How can I perform a close literary and stylistic analysis of "To the still born" by Simonne Stellenboom. How do literary devices interact with the theme of loss?
Simonne Stellenbloom is the Graduate Development Officer within the Environmental Leaders Programme at WWF-SA, according to her biography on the World Wildlife Fund website. The poem "To the still born" appears on an amateur poetry site, Poetry Potion. This suggests that we should look at this poem in terms of how a beginning writer is handling poetic technique rather than evaluating it as one might analyze the work of a major literary figure.
The poem is written in stanzaic form, with stanzas of irregular length in free verse. It uses end rhymes in an irregular pattern despite the lack of meter, e.g. lace/embrace/grace and far/day/say/are.

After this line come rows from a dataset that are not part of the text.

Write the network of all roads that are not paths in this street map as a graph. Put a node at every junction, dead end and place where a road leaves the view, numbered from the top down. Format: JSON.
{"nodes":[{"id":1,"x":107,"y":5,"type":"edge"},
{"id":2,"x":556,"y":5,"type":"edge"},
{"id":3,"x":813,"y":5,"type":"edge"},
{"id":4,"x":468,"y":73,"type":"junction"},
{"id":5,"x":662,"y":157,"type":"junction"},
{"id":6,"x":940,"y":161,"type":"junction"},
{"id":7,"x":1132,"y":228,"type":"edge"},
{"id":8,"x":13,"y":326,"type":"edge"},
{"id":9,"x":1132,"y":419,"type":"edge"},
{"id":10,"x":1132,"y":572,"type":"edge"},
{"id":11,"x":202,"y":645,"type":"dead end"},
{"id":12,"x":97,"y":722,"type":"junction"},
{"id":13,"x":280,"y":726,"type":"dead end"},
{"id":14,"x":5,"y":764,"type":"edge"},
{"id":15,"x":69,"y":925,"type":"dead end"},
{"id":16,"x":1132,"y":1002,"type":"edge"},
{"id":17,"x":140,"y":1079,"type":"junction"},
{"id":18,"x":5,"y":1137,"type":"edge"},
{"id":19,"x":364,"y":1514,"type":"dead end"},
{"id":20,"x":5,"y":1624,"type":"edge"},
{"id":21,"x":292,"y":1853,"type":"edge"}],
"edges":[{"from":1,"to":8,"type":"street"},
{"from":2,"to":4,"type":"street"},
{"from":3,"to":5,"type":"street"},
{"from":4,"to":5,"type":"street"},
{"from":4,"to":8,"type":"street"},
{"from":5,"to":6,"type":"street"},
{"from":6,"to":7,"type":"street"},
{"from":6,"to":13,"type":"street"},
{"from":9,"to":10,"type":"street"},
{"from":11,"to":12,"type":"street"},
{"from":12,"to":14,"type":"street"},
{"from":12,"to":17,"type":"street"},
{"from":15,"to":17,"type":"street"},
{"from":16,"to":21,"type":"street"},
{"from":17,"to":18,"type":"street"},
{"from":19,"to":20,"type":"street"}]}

The main literary device of the poem is its metaphor comparing the stillborn child to a flower. This gives us a sense of loss by comparing the child to a flower, which is also something beautiful and ephemeral. While this has some potential for evoking loss, some of that potential is vitiated by the extremely generic terms of the description. For example, we hear of "Your petals big and bold," but we never get a concrete description of either the baby or the flower. We have no idea of what species of flower is being used as a vehicle, the actual size of the blossoms (rose? tulip? gladiola?), the color of the flower, or even what prompted the comparison (a vase of flowers in a hospital room? a floral display at a funeral?). Similarly, we have no actual sense of what the baby looks like.

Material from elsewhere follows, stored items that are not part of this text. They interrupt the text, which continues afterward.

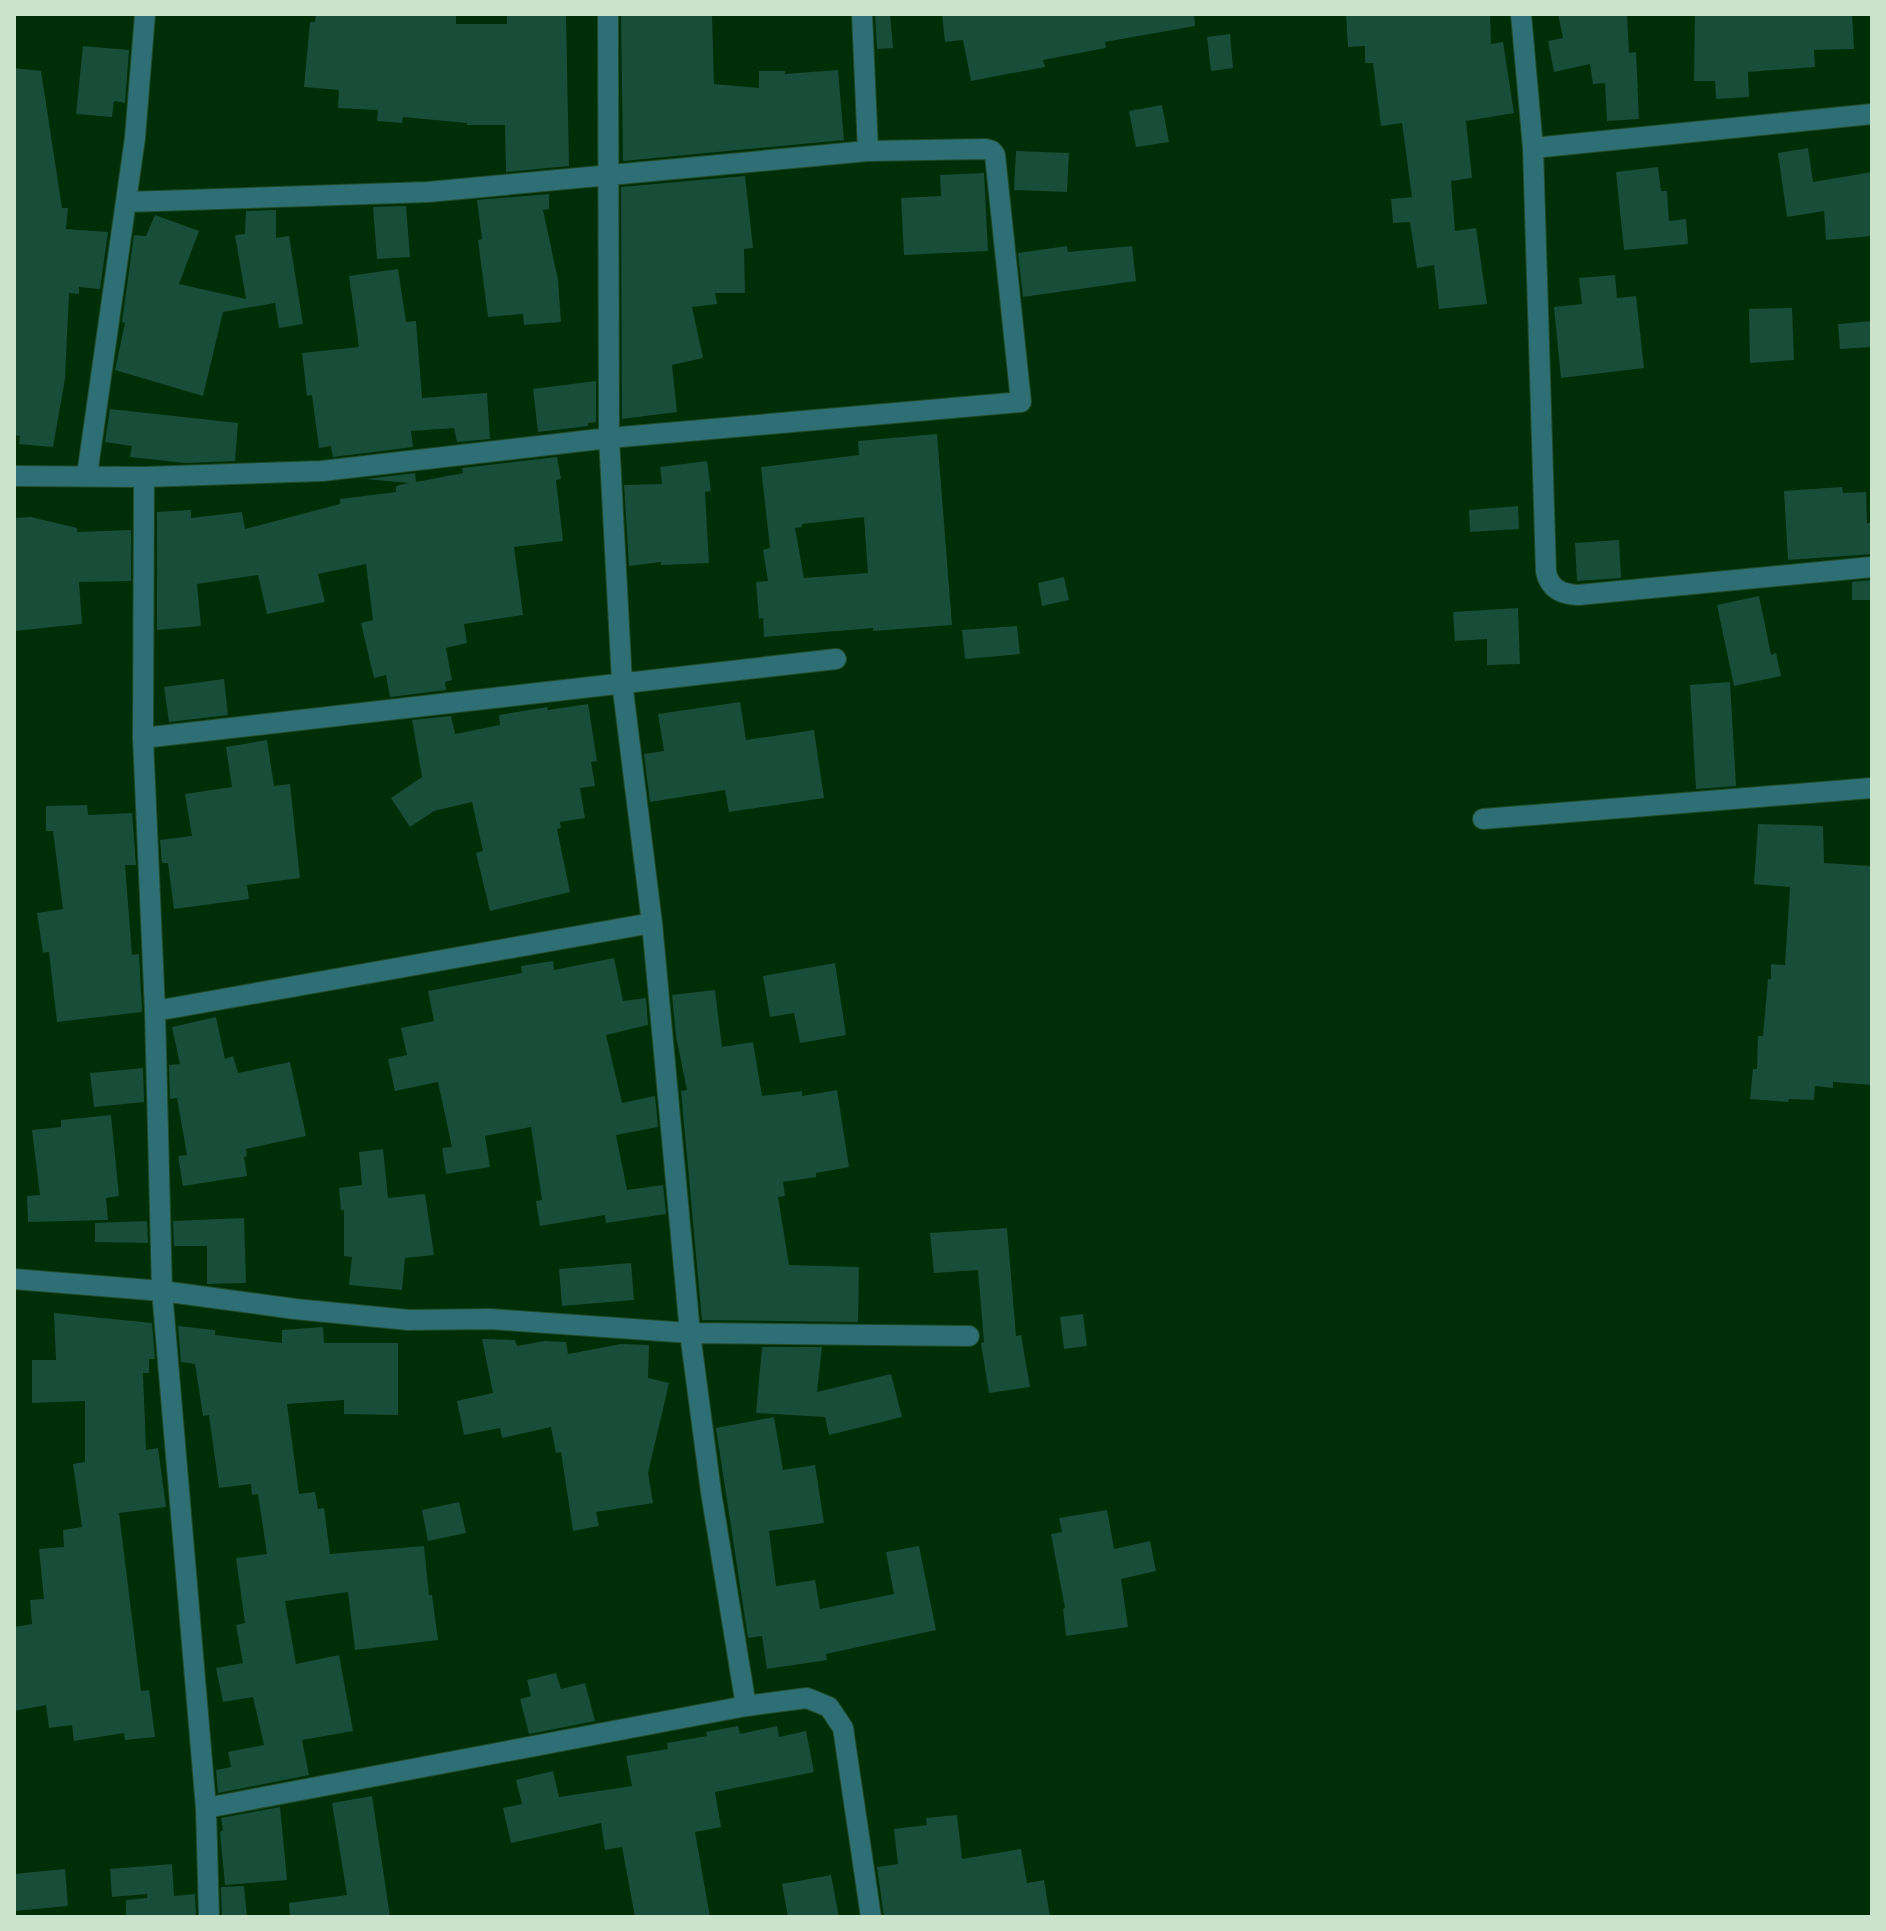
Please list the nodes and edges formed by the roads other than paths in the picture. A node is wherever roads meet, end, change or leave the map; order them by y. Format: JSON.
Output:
{"nodes":[{"id":1,"x":145,"y":14,"type":"edge"},
{"id":2,"x":608,"y":14,"type":"edge"},
{"id":3,"x":862,"y":14,"type":"edge"},
{"id":4,"x":1521,"y":14,"type":"edge"},
{"id":5,"x":1872,"y":114,"type":"edge"},
{"id":6,"x":1533,"y":148,"type":"junction"},
{"id":7,"x":868,"y":151,"type":"junction"},
{"id":8,"x":606,"y":175,"type":"junction"},
{"id":9,"x":127,"y":202,"type":"junction"},
{"id":10,"x":609,"y":438,"type":"junction"},
{"id":11,"x":87,"y":475,"type":"junction"},
{"id":12,"x":14,"y":476,"type":"edge"},
{"id":13,"x":144,"y":477,"type":"junction"},
{"id":14,"x":1872,"y":567,"type":"edge"},
{"id":15,"x":836,"y":659,"type":"dead end"},
{"id":16,"x":622,"y":682,"type":"junction"},
{"id":17,"x":143,"y":738,"type":"junction"},
{"id":18,"x":1872,"y":788,"type":"edge"},
{"id":19,"x":1483,"y":819,"type":"dead end"},
{"id":20,"x":652,"y":923,"type":"junction"},
{"id":21,"x":155,"y":1011,"type":"junction"},
{"id":22,"x":14,"y":1279,"type":"edge"},
{"id":23,"x":162,"y":1291,"type":"junction"},
{"id":24,"x":690,"y":1333,"type":"junction"},
{"id":25,"x":969,"y":1336,"type":"dead end"},
{"id":26,"x":746,"y":1706,"type":"junction"},
{"id":27,"x":206,"y":1808,"type":"junction"},
{"id":28,"x":209,"y":1917,"type":"edge"},
{"id":29,"x":871,"y":1917,"type":"edge"}],
"edges":[{"from":1,"to":9,"type":"street"},
{"from":2,"to":8,"type":"street"},
{"from":3,"to":7,"type":"street"},
{"from":4,"to":6,"type":"street"},
{"from":5,"to":6,"type":"street"},
{"from":6,"to":14,"type":"street"},
{"from":7,"to":8,"type":"street"},
{"from":7,"to":10,"type":"street"},
{"from":8,"to":9,"type":"street"},
{"from":8,"to":10,"type":"street"},
{"from":9,"to":11,"type":"street"},
{"from":10,"to":13,"type":"street"},
{"from":10,"to":16,"type":"street"},
{"from":11,"to":12,"type":"street"},
{"from":11,"to":13,"type":"street"},
{"from":13,"to":17,"type":"street"},
{"from":15,"to":16,"type":"street"},
{"from":16,"to":17,"type":"street"},
{"from":16,"to":20,"type":"street"},
{"from":17,"to":21,"type":"street"},
{"from":18,"to":19,"type":"street"},
{"from":20,"to":21,"type":"street"},
{"from":20,"to":24,"type":"street"},
{"from":21,"to":23,"type":"street"},
{"from":22,"to":23,"type":"street"},
{"from":23,"to":24,"type":"street"},
{"from":23,"to":27,"type":"street"},
{"from":24,"to":25,"type":"street"},
{"from":24,"to":26,"type":"street"},
{"from":26,"to":27,"type":"street"},
{"from":26,"to":29,"type":"street"},
{"from":27,"to":28,"type":"street"}]}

We do get some alliteration in the lines:
What a beautiful flower you are
Forming a bud so brazen and brave
However, to achieve this, the poet may have struggled with word choice, distorting sense for sound. A flower "bud" would not have "petals big and bold"; in the case of a bud, the petals are still tightly furled. "Brazen" is not really applicable to a bud, as it would be hard to think of a bud with tightly furled petals as "bold or shameless," which is the literal meaning of the word "brazen."
If this poem were being discussed in a creative writing workshop, reviewers might ask for more concrete details and imagery so that the poem evokes feelings of sorrow through details.